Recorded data
------------------------------------

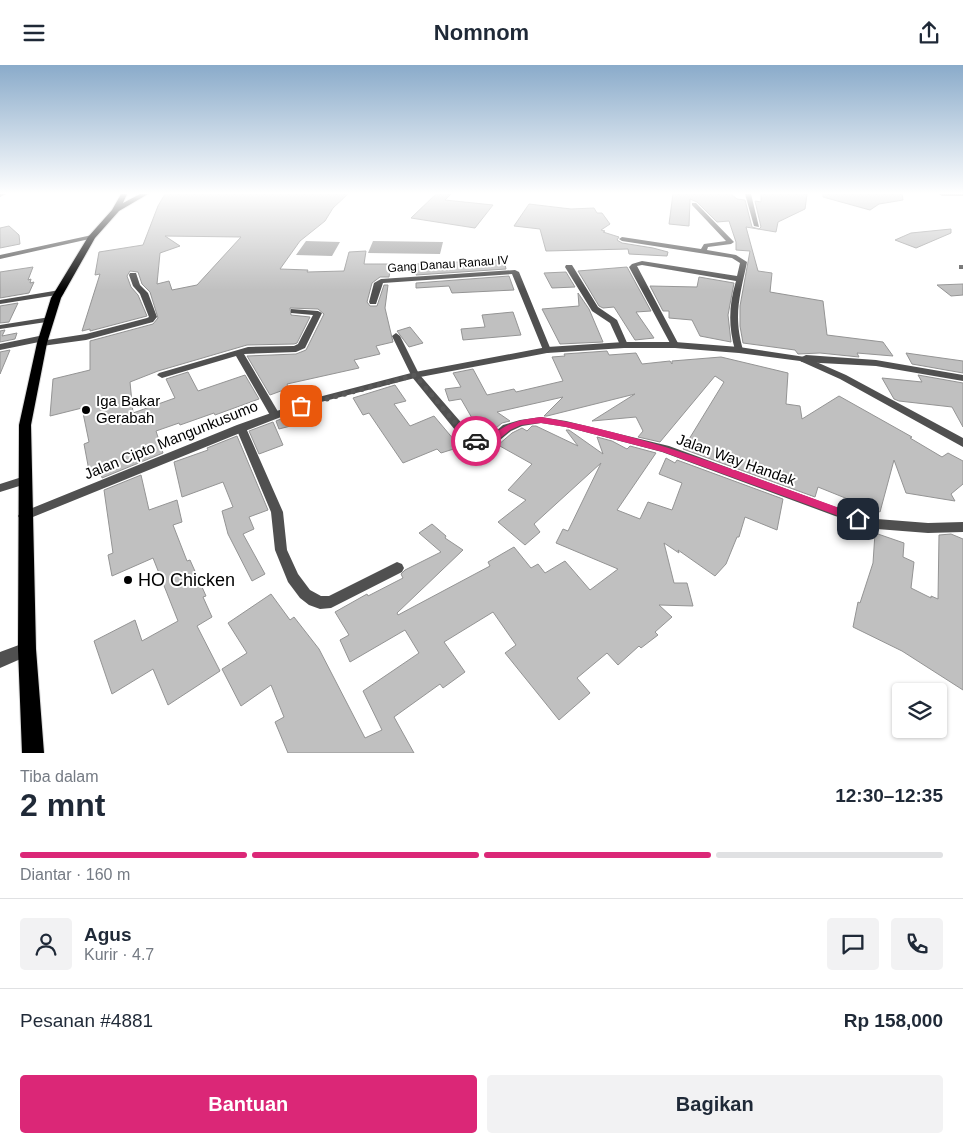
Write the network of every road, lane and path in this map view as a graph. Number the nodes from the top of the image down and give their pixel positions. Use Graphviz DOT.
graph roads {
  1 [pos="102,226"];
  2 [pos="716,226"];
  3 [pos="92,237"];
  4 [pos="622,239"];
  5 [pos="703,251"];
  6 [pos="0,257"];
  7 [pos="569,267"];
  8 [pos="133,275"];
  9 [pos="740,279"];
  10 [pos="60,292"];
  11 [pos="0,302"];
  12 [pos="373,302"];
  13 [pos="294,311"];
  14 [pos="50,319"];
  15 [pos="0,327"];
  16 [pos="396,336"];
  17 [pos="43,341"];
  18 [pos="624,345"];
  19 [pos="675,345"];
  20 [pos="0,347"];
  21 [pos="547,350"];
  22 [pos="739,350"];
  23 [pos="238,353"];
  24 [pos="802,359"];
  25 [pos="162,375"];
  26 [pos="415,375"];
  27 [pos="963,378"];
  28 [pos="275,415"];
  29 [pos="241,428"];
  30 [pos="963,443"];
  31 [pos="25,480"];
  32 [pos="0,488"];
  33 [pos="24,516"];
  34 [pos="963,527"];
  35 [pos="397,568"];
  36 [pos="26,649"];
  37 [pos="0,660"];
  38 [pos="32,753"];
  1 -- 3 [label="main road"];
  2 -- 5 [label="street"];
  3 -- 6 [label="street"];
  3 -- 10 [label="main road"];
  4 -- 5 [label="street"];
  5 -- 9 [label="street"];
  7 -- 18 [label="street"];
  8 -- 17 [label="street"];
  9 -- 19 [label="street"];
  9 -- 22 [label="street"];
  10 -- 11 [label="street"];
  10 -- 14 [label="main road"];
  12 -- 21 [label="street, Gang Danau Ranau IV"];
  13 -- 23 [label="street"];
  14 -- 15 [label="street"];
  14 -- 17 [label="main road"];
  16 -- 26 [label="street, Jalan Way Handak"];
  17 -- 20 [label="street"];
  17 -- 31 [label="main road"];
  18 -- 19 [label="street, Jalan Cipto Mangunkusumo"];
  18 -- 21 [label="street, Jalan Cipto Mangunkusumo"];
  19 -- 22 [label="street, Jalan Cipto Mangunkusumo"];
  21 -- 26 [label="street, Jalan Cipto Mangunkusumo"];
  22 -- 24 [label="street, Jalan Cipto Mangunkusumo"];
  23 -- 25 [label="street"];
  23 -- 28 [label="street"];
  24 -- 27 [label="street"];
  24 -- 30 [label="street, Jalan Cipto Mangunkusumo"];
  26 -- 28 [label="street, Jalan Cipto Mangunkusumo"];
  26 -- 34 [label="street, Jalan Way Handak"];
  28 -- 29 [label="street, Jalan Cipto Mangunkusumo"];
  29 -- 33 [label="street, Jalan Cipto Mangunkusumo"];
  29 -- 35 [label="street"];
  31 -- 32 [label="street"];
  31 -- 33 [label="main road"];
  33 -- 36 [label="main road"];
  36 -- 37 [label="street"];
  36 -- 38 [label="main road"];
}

------------------------------------

EXERCISE AIM: Your job is to copy each entry exactly as written; the pictures do not go in.

OUTPUT OF THE TASK:
Write the network of every road, lane and path in this map view as a graph. Number the nodes from the top of the image down and give their pixel positions. Use Graphviz DOT.
graph roads {
  1 [pos="102,226"];
  2 [pos="716,226"];
  3 [pos="92,237"];
  4 [pos="622,239"];
  5 [pos="703,251"];
  6 [pos="0,257"];
  7 [pos="569,267"];
  8 [pos="133,275"];
  9 [pos="740,279"];
  10 [pos="60,292"];
  11 [pos="0,302"];
  12 [pos="373,302"];
  13 [pos="294,311"];
  14 [pos="50,319"];
  15 [pos="0,327"];
  16 [pos="396,336"];
  17 [pos="43,341"];
  18 [pos="624,345"];
  19 [pos="675,345"];
  20 [pos="0,347"];
  21 [pos="547,350"];
  22 [pos="739,350"];
  23 [pos="238,353"];
  24 [pos="802,359"];
  25 [pos="162,375"];
  26 [pos="415,375"];
  27 [pos="963,378"];
  28 [pos="275,415"];
  29 [pos="241,428"];
  30 [pos="963,443"];
  31 [pos="25,480"];
  32 [pos="0,488"];
  33 [pos="24,516"];
  34 [pos="963,527"];
  35 [pos="397,568"];
  36 [pos="26,649"];
  37 [pos="0,660"];
  38 [pos="32,753"];
  1 -- 3 [label="main road"];
  2 -- 5 [label="street"];
  3 -- 6 [label="street"];
  3 -- 10 [label="main road"];
  4 -- 5 [label="street"];
  5 -- 9 [label="street"];
  7 -- 18 [label="street"];
  8 -- 17 [label="street"];
  9 -- 19 [label="street"];
  9 -- 22 [label="street"];
  10 -- 11 [label="street"];
  10 -- 14 [label="main road"];
  12 -- 21 [label="street, Gang Danau Ranau IV"];
  13 -- 23 [label="street"];
  14 -- 15 [label="street"];
  14 -- 17 [label="main road"];
  16 -- 26 [label="street, Jalan Way Handak"];
  17 -- 20 [label="street"];
  17 -- 31 [label="main road"];
  18 -- 19 [label="street, Jalan Cipto Mangunkusumo"];
  18 -- 21 [label="street, Jalan Cipto Mangunkusumo"];
  19 -- 22 [label="street, Jalan Cipto Mangunkusumo"];
  21 -- 26 [label="street, Jalan Cipto Mangunkusumo"];
  22 -- 24 [label="street, Jalan Cipto Mangunkusumo"];
  23 -- 25 [label="street"];
  23 -- 28 [label="street"];
  24 -- 27 [label="street"];
  24 -- 30 [label="street, Jalan Cipto Mangunkusumo"];
  26 -- 28 [label="street, Jalan Cipto Mangunkusumo"];
  26 -- 34 [label="street, Jalan Way Handak"];
  28 -- 29 [label="street, Jalan Cipto Mangunkusumo"];
  29 -- 33 [label="street, Jalan Cipto Mangunkusumo"];
  29 -- 35 [label="street"];
  31 -- 32 [label="street"];
  31 -- 33 [label="main road"];
  33 -- 36 [label="main road"];
  36 -- 37 [label="street"];
  36 -- 38 [label="main road"];
}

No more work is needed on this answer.